* What to work on: Transcribe the listing below word for word but skip its images.

* Provided records:
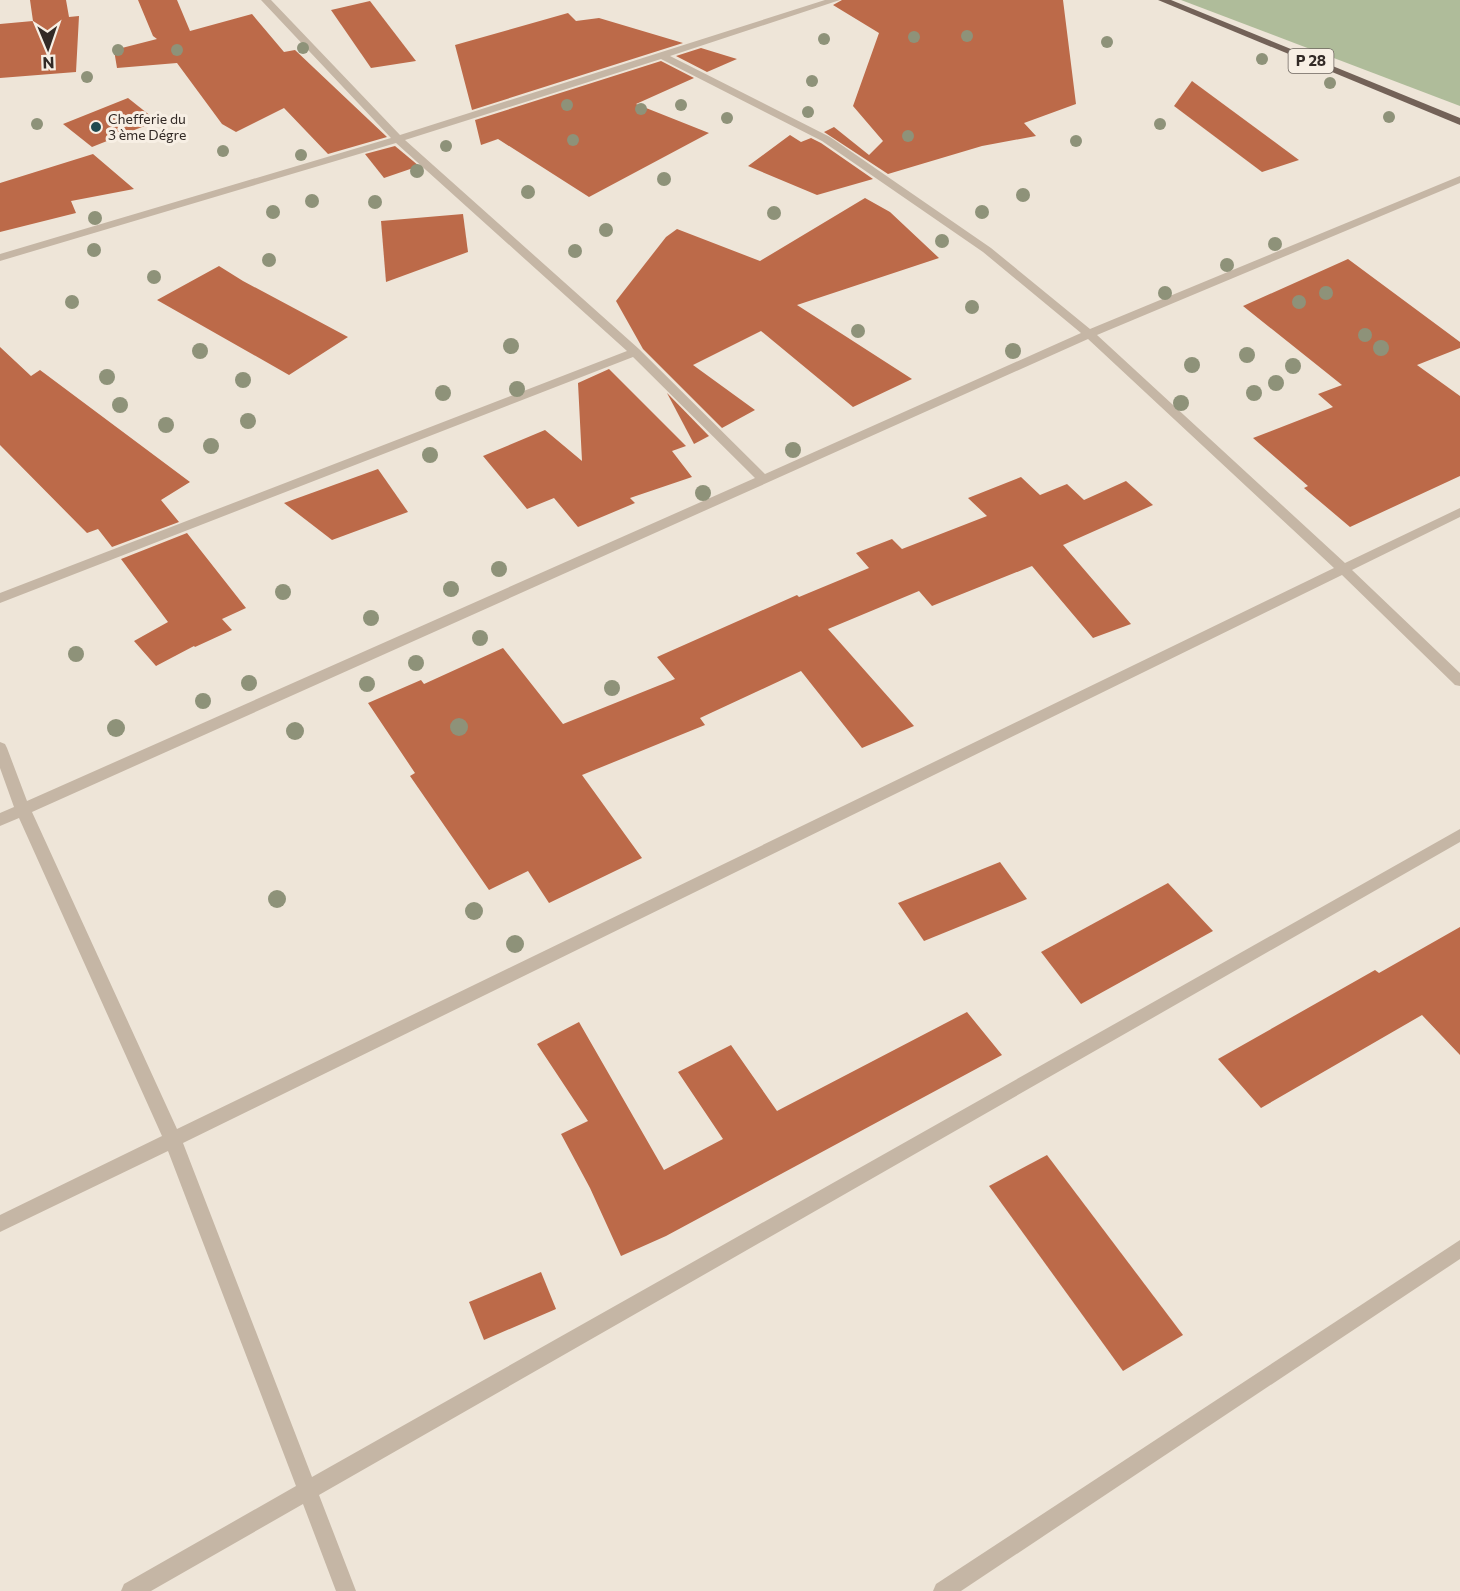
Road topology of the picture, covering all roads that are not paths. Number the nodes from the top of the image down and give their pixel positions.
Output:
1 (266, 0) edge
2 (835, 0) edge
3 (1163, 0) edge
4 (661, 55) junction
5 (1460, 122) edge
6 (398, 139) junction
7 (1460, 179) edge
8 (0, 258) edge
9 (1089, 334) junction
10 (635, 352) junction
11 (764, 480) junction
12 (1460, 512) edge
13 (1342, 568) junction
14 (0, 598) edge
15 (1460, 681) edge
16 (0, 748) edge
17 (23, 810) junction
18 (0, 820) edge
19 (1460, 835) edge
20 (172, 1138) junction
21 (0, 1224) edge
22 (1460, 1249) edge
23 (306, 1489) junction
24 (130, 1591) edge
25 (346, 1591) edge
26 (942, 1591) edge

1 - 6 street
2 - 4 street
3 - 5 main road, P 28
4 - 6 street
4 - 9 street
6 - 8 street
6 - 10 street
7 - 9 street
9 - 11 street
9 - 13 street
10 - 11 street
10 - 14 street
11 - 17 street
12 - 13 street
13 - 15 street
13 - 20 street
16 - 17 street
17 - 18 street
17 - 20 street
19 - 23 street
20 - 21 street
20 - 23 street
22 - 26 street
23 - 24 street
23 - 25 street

* Solved problem:
Road topology of the picture, covering all roads that are not paths. Number the nodes from the top of the image down and give their pixel positions.
Output:
1 (266, 0) edge
2 (835, 0) edge
3 (1163, 0) edge
4 (661, 55) junction
5 (1460, 122) edge
6 (398, 139) junction
7 (1460, 179) edge
8 (0, 258) edge
9 (1089, 334) junction
10 (635, 352) junction
11 (764, 480) junction
12 (1460, 512) edge
13 (1342, 568) junction
14 (0, 598) edge
15 (1460, 681) edge
16 (0, 748) edge
17 (23, 810) junction
18 (0, 820) edge
19 (1460, 835) edge
20 (172, 1138) junction
21 (0, 1224) edge
22 (1460, 1249) edge
23 (306, 1489) junction
24 (130, 1591) edge
25 (346, 1591) edge
26 (942, 1591) edge

1 - 6 street
2 - 4 street
3 - 5 main road, P 28
4 - 6 street
4 - 9 street
6 - 8 street
6 - 10 street
7 - 9 street
9 - 11 street
9 - 13 street
10 - 11 street
10 - 14 street
11 - 17 street
12 - 13 street
13 - 15 street
13 - 20 street
16 - 17 street
17 - 18 street
17 - 20 street
19 - 23 street
20 - 21 street
20 - 23 street
22 - 26 street
23 - 24 street
23 - 25 street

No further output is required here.